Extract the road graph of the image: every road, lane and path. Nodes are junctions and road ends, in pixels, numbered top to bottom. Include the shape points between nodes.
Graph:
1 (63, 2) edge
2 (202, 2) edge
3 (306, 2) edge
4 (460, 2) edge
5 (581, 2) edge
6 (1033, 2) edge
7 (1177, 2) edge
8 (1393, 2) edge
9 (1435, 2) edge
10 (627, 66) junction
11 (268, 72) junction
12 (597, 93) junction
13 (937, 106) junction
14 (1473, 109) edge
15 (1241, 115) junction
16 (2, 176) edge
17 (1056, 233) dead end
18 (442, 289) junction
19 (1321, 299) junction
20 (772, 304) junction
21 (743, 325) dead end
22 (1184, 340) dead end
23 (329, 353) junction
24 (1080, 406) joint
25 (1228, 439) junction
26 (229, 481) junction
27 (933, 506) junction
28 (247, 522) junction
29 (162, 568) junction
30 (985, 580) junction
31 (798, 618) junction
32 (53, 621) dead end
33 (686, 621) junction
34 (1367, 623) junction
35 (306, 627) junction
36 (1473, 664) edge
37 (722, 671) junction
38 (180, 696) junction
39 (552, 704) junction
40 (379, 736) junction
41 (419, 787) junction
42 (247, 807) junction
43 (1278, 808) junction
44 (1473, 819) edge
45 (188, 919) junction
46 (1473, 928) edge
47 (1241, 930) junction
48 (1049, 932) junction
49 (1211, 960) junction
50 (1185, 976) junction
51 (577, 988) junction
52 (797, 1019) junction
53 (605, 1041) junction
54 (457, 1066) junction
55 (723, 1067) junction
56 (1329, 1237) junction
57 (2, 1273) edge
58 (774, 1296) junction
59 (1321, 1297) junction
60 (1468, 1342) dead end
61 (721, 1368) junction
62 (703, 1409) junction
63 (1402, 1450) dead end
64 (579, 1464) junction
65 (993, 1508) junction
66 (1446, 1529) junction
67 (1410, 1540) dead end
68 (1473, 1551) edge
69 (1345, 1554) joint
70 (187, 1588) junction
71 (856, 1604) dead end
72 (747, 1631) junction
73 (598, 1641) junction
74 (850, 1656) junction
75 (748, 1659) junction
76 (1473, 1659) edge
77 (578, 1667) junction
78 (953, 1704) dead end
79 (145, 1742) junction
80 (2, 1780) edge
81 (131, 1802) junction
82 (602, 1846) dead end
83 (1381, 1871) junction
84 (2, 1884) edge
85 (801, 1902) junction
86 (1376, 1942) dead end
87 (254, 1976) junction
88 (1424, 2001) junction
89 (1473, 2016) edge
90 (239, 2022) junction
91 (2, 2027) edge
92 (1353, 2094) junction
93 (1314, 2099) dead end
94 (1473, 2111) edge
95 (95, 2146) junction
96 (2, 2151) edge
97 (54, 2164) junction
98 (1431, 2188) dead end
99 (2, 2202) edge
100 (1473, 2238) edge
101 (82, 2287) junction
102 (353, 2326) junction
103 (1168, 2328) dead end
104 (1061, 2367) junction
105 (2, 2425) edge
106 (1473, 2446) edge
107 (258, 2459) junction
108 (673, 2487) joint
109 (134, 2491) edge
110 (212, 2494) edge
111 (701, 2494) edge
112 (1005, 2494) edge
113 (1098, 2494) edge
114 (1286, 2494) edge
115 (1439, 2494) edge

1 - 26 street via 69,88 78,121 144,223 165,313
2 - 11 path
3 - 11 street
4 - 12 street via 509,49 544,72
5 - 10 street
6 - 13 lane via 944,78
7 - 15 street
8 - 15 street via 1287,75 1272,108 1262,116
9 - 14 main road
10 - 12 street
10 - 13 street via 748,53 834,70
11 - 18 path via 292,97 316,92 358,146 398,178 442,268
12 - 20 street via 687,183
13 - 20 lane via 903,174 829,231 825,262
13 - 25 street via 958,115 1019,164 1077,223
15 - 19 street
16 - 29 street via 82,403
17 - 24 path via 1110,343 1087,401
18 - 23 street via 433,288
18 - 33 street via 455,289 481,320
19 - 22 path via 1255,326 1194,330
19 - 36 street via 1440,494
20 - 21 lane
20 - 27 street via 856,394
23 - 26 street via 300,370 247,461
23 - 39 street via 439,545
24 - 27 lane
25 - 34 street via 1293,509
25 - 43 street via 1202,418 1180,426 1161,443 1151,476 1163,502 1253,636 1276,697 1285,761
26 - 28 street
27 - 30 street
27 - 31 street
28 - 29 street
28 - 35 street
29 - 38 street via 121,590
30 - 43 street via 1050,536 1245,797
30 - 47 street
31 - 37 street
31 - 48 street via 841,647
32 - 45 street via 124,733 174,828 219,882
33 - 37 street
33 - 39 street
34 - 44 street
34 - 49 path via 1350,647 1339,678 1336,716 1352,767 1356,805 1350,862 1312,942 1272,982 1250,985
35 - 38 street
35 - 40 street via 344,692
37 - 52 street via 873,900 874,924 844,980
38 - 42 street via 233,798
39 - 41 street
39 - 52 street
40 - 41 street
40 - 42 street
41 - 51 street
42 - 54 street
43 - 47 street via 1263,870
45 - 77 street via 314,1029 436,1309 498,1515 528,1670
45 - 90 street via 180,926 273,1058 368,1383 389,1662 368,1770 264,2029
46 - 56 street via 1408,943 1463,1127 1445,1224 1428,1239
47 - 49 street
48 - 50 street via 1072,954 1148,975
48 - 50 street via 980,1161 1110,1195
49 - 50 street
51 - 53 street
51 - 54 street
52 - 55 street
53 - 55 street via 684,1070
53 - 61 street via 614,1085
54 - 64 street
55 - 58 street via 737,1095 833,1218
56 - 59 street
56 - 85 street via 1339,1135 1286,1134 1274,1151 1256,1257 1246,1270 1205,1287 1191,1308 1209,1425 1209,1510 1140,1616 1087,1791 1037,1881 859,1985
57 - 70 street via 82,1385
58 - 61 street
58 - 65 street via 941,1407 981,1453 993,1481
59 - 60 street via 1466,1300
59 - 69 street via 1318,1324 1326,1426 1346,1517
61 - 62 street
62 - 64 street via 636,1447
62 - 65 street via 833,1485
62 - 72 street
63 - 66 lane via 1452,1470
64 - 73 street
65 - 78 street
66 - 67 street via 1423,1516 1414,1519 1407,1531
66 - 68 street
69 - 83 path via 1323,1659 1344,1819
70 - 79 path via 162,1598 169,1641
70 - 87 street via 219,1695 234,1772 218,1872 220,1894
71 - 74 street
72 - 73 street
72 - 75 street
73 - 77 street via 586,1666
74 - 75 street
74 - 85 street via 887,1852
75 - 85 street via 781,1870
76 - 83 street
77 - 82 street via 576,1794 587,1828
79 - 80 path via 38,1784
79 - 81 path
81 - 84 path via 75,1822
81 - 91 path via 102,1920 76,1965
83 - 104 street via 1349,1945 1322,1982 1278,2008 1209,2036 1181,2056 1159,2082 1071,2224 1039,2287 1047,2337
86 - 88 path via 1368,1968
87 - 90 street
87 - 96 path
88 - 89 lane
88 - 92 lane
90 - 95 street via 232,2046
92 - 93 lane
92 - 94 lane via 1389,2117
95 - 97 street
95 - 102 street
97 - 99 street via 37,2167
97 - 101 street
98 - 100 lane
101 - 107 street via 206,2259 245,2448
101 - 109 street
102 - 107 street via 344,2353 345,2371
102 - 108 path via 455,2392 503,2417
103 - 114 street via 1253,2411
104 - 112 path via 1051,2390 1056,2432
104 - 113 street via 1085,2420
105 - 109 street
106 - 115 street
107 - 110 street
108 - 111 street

* * *

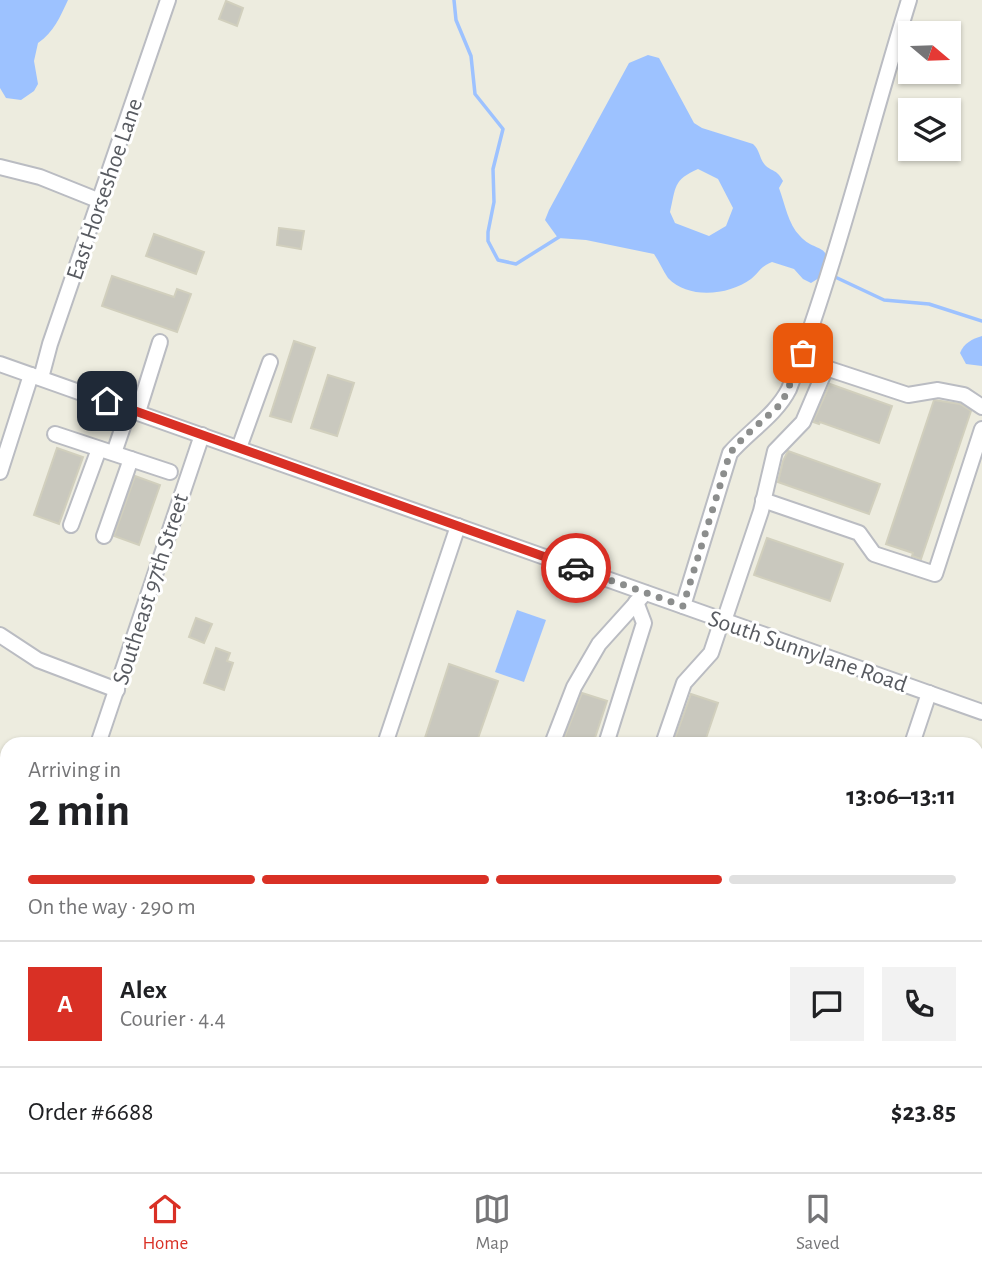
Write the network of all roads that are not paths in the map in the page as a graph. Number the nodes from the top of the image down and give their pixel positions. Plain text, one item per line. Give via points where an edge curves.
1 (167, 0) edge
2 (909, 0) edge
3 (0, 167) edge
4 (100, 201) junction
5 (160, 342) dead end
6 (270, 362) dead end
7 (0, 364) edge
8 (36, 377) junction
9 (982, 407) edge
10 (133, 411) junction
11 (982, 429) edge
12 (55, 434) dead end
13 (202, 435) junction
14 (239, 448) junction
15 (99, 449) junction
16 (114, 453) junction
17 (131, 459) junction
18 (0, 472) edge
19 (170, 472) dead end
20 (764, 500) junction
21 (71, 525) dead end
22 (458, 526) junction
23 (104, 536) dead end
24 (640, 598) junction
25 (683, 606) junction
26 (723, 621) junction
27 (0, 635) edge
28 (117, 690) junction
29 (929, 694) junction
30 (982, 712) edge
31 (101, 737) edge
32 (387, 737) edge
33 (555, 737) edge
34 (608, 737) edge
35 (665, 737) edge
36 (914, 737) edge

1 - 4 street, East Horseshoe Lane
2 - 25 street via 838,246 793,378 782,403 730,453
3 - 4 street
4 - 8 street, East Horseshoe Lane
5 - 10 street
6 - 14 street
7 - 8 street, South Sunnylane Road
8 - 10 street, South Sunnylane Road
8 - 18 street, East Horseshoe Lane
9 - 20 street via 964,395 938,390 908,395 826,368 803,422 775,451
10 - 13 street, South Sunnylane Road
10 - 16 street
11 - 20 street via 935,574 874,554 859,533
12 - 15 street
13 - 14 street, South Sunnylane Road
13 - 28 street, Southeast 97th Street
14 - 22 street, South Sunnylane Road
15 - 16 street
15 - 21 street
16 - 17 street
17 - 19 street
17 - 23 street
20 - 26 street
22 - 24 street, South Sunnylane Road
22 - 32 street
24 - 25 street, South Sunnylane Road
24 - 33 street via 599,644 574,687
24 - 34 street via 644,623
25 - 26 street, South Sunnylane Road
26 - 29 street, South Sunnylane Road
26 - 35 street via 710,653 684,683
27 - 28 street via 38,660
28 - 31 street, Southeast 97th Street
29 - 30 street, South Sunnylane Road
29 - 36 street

--

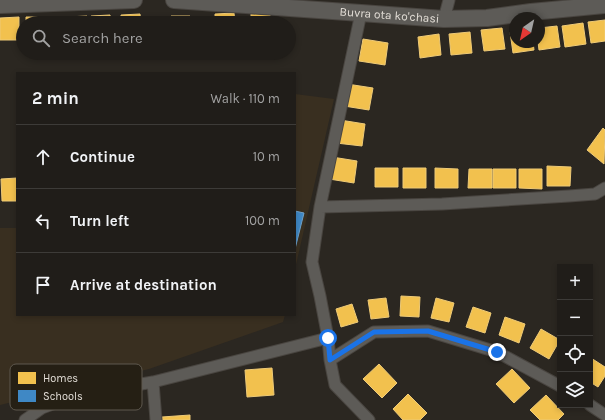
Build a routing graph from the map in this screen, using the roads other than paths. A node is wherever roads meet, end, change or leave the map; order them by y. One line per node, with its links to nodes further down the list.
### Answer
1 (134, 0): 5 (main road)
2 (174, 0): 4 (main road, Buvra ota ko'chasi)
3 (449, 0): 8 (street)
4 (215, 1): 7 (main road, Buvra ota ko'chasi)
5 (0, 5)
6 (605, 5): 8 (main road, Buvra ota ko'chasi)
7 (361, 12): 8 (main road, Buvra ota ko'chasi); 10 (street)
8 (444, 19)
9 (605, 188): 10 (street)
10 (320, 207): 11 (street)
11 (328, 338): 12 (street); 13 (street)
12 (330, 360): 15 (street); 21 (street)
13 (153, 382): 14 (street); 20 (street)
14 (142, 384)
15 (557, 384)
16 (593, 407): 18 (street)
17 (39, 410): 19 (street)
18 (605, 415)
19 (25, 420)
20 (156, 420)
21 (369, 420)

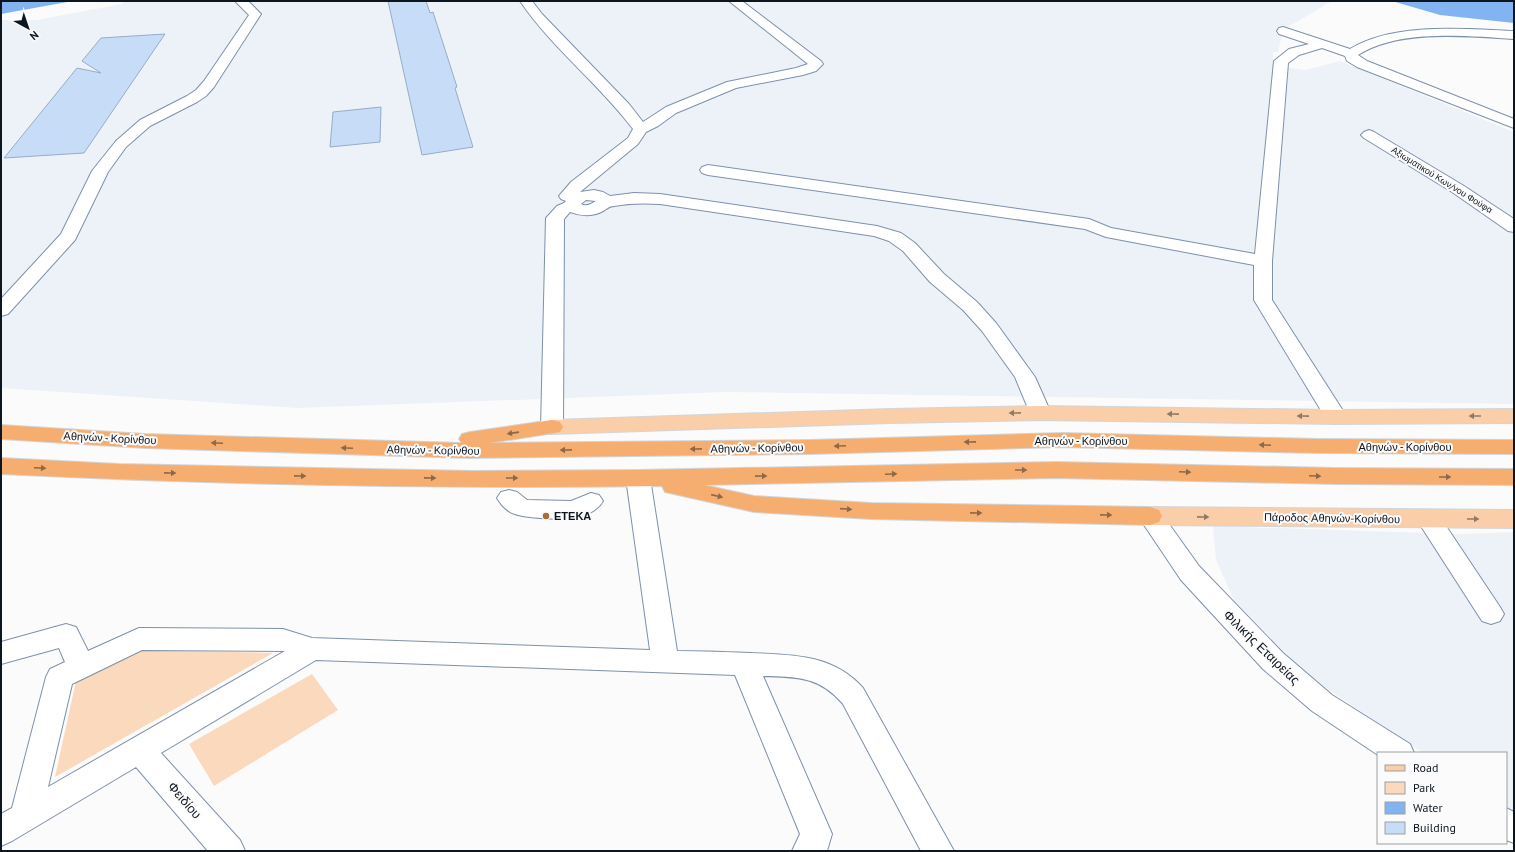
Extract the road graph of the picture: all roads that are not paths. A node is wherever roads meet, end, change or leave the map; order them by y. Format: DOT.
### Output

- How to complete this task:
Output each line of the listing above that has "order".

- Output below:
Build a routing graph from the map in this screen, using the roads other than paths. A node is wherever roads meet, end, change or leave the map; order them by y. One line per node, with its links to nodes further down the list.
Extract the road graph of the picture: all roads that are not paths. A node is wherever roads meet, end, change or leave the map; order them by y. Format: DOT.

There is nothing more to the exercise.